I don’t use bookmarks because I’m paranoid that someday I’ll lose my mind. You’d think I’d try to find some better insurance against memory loss, but Escher made my brain-mechanics. Which probably spells doom for me either way. But I’m hoping that memorizing page numbers will save me from Alzheimer’s.
There was a point to all this.
Oh. Right. I forgot, just like I forgot to finish Kim Stanley Robinson’s latest book, 2312–which happens to be why I started this post in the first place. So, the book: I started it, gobbled it, and then stopped reading the thing five pages from the end. Why? That’s a question I can’t answer. All I know is that I’m a little in love with the main character, Swan–a wolf-chasing sculptor of planets who runs around the solar-system trying to solve the mystery of her Mercurial city’s murder. Among other things. (Of which there are many.)
Sometimes I felt distant –the pain Swan’s supposed to feel when her grandmother, her ‘everything,’ dies never resounded–but you, know, she ate some aliens once, which makes her a little extra-terrestrial, so resonance probably isn’t what I’m supposed to feel. And yet. In those last five pages, I was grinning so hard when she finally (silently, Swanishly) said yes to her toad-ish lover. And, of course, I share infrasonics with her, for the wolves and her feral depth.

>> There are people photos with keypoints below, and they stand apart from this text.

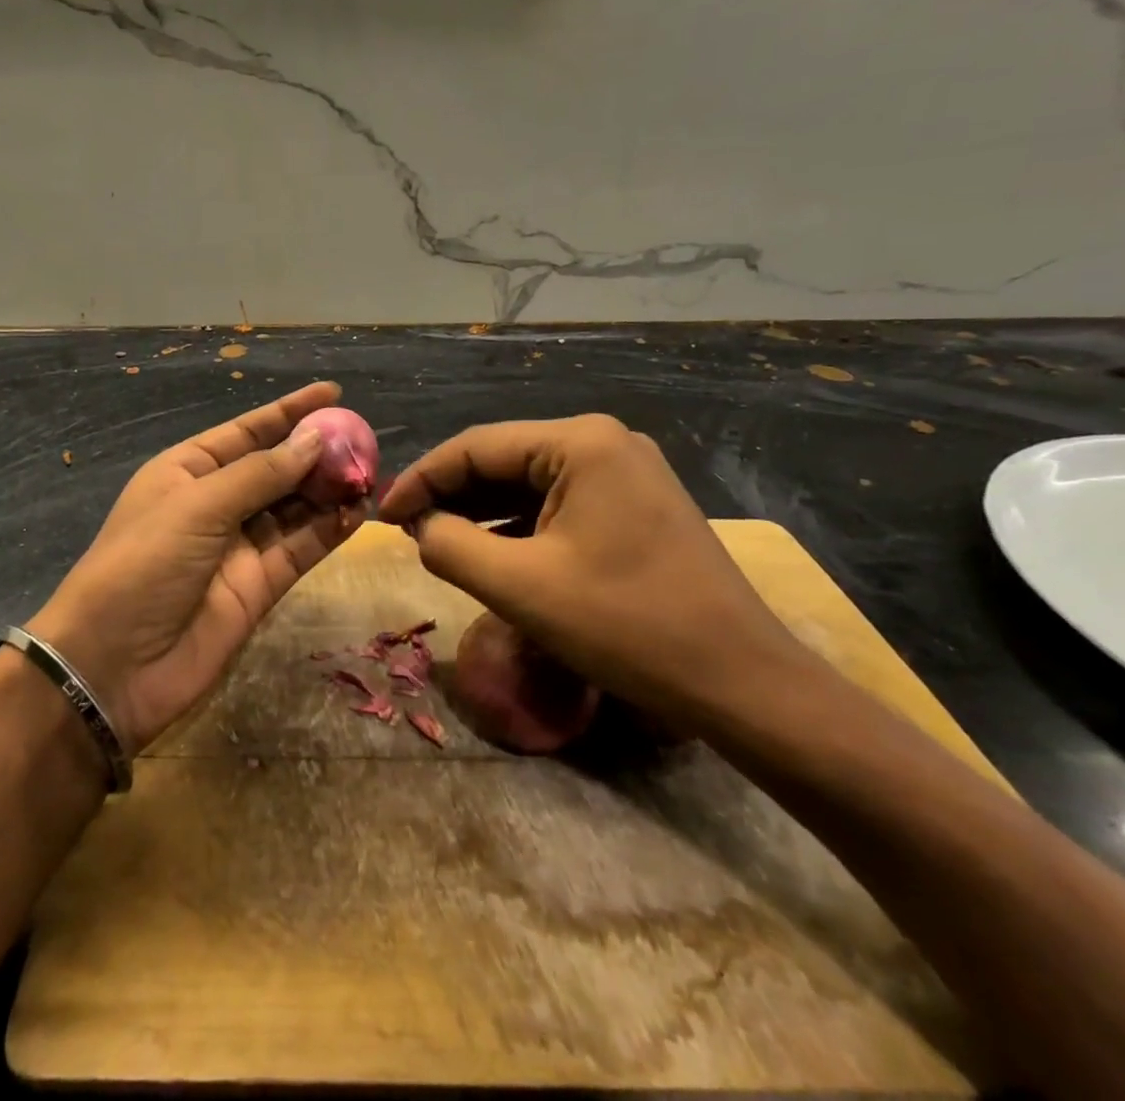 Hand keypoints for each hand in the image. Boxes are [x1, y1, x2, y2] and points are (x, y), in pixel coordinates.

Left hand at [29, 382, 364, 752]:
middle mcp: (216, 502)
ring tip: (370, 474)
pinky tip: (358, 512)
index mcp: (188, 470)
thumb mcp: (198, 506)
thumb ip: (261, 474)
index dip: (289, 411)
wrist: (113, 666)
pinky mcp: (259, 586)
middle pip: (276, 469)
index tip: (333, 393)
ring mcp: (239, 546)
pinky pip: (300, 549)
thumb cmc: (144, 564)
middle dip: (317, 454)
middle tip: (365, 441)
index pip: (247, 431)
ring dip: (329, 491)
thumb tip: (313, 440)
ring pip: (294, 509)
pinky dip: (329, 531)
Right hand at [377, 415, 813, 728]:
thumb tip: (419, 526)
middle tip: (405, 531)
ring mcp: (624, 471)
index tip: (382, 516)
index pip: (475, 447)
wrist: (742, 683)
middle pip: (502, 460)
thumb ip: (449, 546)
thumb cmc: (627, 626)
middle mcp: (603, 441)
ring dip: (480, 512)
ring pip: (527, 483)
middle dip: (450, 495)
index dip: (421, 479)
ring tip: (436, 542)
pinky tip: (488, 551)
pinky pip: (557, 504)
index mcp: (579, 442)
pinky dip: (516, 526)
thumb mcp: (519, 587)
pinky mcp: (634, 504)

So maybe I’m confused, maybe our aortas tangled a little–but it was the alien in her that knotted us together, no so much her humanity. Which seems to speak of how we humans are as disparate as the elements–and as inseparable. Which, in turn, speaks to the core of the book: spacers verses earthlings, spacers as earthlings, earthlings with space-longings. We are star-stuff.